* WHAT TO DO
Pull every line with "down" from the data.

* DATA SUPPLIED
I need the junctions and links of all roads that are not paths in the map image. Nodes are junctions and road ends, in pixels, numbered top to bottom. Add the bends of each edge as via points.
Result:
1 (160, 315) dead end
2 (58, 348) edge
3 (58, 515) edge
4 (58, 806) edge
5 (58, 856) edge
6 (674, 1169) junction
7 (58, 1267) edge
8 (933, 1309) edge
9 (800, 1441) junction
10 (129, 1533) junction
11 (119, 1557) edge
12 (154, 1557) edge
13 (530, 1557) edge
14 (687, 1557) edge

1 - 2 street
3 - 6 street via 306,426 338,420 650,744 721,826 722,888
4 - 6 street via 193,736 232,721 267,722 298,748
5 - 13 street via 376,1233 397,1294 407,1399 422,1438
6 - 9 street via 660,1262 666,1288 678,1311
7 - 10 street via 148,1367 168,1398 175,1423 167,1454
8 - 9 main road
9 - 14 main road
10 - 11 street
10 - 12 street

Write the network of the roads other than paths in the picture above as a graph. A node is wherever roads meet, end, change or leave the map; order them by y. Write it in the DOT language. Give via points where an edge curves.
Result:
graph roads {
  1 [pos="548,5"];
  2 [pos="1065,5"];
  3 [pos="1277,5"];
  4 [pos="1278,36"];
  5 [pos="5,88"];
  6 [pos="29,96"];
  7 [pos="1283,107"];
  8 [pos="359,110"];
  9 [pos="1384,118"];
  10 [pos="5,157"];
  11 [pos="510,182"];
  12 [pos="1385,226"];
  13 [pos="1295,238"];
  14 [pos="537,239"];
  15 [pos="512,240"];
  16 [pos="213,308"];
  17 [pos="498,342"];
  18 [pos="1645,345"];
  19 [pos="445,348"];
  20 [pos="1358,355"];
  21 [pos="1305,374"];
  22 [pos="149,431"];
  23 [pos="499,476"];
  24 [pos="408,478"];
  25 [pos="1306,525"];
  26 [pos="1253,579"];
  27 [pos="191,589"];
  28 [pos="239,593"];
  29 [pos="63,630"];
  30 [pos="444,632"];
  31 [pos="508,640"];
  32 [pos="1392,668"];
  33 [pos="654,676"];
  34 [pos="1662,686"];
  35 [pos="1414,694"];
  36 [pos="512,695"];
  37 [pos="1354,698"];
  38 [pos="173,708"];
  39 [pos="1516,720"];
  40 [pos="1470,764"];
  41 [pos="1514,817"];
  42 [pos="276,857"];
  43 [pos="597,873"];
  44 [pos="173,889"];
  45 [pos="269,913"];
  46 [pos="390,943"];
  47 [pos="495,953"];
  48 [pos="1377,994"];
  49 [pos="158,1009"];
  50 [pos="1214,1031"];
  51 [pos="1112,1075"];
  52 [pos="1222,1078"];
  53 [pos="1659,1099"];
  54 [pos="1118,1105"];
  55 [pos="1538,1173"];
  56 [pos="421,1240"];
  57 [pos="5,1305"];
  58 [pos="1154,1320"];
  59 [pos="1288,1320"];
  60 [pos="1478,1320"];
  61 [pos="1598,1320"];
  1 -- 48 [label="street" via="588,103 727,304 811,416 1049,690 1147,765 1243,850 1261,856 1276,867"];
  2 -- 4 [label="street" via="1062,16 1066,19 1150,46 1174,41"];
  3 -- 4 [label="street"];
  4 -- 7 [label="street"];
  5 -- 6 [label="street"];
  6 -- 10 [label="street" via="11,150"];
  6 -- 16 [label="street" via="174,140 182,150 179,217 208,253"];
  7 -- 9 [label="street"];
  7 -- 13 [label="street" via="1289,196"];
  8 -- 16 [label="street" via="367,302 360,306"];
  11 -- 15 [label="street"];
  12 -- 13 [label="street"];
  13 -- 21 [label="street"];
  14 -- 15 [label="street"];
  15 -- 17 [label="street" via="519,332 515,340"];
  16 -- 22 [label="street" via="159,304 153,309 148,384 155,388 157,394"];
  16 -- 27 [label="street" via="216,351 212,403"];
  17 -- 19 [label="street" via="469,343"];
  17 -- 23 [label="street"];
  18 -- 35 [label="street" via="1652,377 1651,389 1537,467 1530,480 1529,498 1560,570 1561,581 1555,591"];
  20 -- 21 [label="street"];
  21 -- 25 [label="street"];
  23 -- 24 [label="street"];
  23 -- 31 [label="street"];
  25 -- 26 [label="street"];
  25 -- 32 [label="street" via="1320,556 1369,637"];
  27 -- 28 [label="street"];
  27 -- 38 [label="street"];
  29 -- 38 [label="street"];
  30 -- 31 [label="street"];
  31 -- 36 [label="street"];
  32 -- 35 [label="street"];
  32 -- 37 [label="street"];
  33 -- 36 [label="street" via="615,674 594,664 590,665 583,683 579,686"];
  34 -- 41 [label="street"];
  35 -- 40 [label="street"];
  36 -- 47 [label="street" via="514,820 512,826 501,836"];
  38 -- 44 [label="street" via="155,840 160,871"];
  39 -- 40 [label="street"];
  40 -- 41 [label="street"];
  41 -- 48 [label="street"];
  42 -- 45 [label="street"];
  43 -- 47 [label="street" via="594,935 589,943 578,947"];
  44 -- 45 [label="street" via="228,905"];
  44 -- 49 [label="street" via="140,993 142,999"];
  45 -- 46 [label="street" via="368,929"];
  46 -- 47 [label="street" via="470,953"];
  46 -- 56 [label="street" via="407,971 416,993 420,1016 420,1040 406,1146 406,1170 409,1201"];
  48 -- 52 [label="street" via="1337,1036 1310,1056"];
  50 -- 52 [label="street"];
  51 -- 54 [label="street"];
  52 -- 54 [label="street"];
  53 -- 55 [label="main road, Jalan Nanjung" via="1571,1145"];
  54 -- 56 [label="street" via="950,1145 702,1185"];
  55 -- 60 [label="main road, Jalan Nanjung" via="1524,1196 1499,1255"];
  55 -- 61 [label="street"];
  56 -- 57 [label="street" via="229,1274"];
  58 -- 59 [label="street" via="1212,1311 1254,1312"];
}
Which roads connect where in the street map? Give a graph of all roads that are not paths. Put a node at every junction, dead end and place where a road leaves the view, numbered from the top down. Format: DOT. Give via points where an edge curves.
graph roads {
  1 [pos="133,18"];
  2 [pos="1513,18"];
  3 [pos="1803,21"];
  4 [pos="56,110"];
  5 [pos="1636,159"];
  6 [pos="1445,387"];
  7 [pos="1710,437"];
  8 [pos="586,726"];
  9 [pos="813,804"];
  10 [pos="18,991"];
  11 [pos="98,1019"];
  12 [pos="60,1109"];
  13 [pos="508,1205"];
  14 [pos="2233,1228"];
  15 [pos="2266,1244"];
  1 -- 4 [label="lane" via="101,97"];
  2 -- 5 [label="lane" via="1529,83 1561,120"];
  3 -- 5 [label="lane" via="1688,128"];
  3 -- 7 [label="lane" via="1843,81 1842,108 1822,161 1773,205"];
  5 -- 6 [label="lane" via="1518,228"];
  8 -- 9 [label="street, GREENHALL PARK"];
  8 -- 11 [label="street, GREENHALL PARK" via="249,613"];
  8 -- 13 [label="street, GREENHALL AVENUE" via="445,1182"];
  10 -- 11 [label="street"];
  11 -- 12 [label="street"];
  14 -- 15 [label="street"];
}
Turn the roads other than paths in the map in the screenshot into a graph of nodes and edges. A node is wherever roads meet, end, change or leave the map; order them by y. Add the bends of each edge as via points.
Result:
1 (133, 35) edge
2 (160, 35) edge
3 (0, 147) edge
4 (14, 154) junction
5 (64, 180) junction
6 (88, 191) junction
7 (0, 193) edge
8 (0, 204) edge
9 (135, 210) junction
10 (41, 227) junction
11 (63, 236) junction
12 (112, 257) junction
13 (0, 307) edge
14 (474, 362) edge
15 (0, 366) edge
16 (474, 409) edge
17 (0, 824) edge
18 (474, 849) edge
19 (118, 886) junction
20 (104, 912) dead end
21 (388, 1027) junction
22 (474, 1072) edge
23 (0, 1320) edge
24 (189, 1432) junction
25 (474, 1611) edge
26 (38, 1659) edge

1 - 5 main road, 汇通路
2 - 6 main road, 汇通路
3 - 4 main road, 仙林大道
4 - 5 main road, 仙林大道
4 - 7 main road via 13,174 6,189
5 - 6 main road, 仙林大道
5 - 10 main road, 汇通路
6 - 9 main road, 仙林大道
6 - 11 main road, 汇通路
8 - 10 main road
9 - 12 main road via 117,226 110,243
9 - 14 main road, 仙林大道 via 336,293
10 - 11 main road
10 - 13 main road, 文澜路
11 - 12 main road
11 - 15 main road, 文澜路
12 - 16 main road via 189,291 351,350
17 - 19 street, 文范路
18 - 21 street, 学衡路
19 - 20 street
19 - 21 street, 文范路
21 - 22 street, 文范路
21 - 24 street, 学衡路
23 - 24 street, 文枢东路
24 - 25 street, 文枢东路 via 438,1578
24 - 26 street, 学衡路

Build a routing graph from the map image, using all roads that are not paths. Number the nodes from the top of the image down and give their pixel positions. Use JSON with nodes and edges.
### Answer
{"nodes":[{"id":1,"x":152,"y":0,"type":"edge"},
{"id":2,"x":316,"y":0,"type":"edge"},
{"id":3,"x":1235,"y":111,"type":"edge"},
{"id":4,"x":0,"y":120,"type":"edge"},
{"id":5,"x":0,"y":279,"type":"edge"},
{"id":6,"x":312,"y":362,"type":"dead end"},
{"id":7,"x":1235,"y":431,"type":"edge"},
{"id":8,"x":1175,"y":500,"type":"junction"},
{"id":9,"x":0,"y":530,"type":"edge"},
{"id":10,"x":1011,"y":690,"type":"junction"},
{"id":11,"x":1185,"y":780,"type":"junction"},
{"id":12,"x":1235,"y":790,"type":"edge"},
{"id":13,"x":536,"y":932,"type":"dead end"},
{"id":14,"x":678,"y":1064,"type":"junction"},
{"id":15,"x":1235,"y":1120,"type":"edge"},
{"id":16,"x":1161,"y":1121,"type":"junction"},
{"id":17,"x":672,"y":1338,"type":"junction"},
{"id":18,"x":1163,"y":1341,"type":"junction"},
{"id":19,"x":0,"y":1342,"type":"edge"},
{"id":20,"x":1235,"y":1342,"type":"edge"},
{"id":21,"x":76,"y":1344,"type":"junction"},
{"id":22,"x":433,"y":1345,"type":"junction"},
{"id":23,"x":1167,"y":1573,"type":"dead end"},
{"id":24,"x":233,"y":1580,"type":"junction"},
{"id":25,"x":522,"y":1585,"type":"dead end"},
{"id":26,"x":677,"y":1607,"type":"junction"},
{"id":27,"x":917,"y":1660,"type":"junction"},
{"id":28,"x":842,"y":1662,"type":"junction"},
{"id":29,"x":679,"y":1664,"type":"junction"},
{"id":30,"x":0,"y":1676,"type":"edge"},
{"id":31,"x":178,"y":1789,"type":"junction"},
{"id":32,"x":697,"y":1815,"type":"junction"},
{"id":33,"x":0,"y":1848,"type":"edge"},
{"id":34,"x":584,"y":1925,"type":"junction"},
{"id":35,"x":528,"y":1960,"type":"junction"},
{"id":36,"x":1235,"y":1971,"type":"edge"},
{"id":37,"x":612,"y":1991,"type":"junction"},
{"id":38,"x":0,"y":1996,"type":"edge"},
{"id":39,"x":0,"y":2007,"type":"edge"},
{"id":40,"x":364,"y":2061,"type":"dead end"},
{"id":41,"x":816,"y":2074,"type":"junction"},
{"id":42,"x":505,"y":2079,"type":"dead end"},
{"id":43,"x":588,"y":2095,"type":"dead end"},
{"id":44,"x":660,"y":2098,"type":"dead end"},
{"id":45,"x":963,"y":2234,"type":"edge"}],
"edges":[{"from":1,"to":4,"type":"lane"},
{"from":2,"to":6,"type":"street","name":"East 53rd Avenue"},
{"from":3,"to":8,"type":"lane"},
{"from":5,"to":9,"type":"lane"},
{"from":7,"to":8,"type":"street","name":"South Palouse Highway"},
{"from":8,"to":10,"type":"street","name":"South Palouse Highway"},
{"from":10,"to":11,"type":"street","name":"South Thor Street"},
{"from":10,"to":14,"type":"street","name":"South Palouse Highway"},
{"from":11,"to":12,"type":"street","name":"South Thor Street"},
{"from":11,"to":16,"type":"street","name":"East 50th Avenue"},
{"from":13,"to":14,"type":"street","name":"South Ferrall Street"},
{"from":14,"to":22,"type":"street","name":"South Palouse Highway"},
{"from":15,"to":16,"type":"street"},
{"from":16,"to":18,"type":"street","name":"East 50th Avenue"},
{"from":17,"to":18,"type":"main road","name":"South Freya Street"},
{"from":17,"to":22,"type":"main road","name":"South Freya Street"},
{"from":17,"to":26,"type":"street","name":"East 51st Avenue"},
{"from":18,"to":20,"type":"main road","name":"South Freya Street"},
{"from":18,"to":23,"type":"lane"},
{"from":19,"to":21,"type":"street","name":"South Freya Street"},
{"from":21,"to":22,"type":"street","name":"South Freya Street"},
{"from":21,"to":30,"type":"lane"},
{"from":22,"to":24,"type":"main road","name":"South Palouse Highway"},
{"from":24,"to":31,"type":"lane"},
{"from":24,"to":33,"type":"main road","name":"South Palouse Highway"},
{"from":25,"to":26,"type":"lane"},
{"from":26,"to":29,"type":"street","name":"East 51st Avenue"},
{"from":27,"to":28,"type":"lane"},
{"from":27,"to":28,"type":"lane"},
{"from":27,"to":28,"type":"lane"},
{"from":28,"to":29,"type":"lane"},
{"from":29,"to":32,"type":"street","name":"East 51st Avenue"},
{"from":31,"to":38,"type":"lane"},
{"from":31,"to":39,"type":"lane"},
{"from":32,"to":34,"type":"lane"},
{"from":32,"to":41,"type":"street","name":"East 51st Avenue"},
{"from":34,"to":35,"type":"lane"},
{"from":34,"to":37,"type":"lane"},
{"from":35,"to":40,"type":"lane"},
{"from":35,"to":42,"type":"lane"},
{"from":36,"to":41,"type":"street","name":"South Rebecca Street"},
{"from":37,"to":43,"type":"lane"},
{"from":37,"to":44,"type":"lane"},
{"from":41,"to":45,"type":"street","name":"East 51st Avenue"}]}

* ANSWER BELOW
Which roads connect where in the street map? Give a graph of all roads that are not paths. Put a node at every junction, dead end and place where a road leaves the view, numbered from the top down. Format: DOT. Give via points where an edge curves.
Build a routing graph from the map image, using all roads that are not paths. Number the nodes from the top of the image down and give their pixel positions. Use JSON with nodes and edges.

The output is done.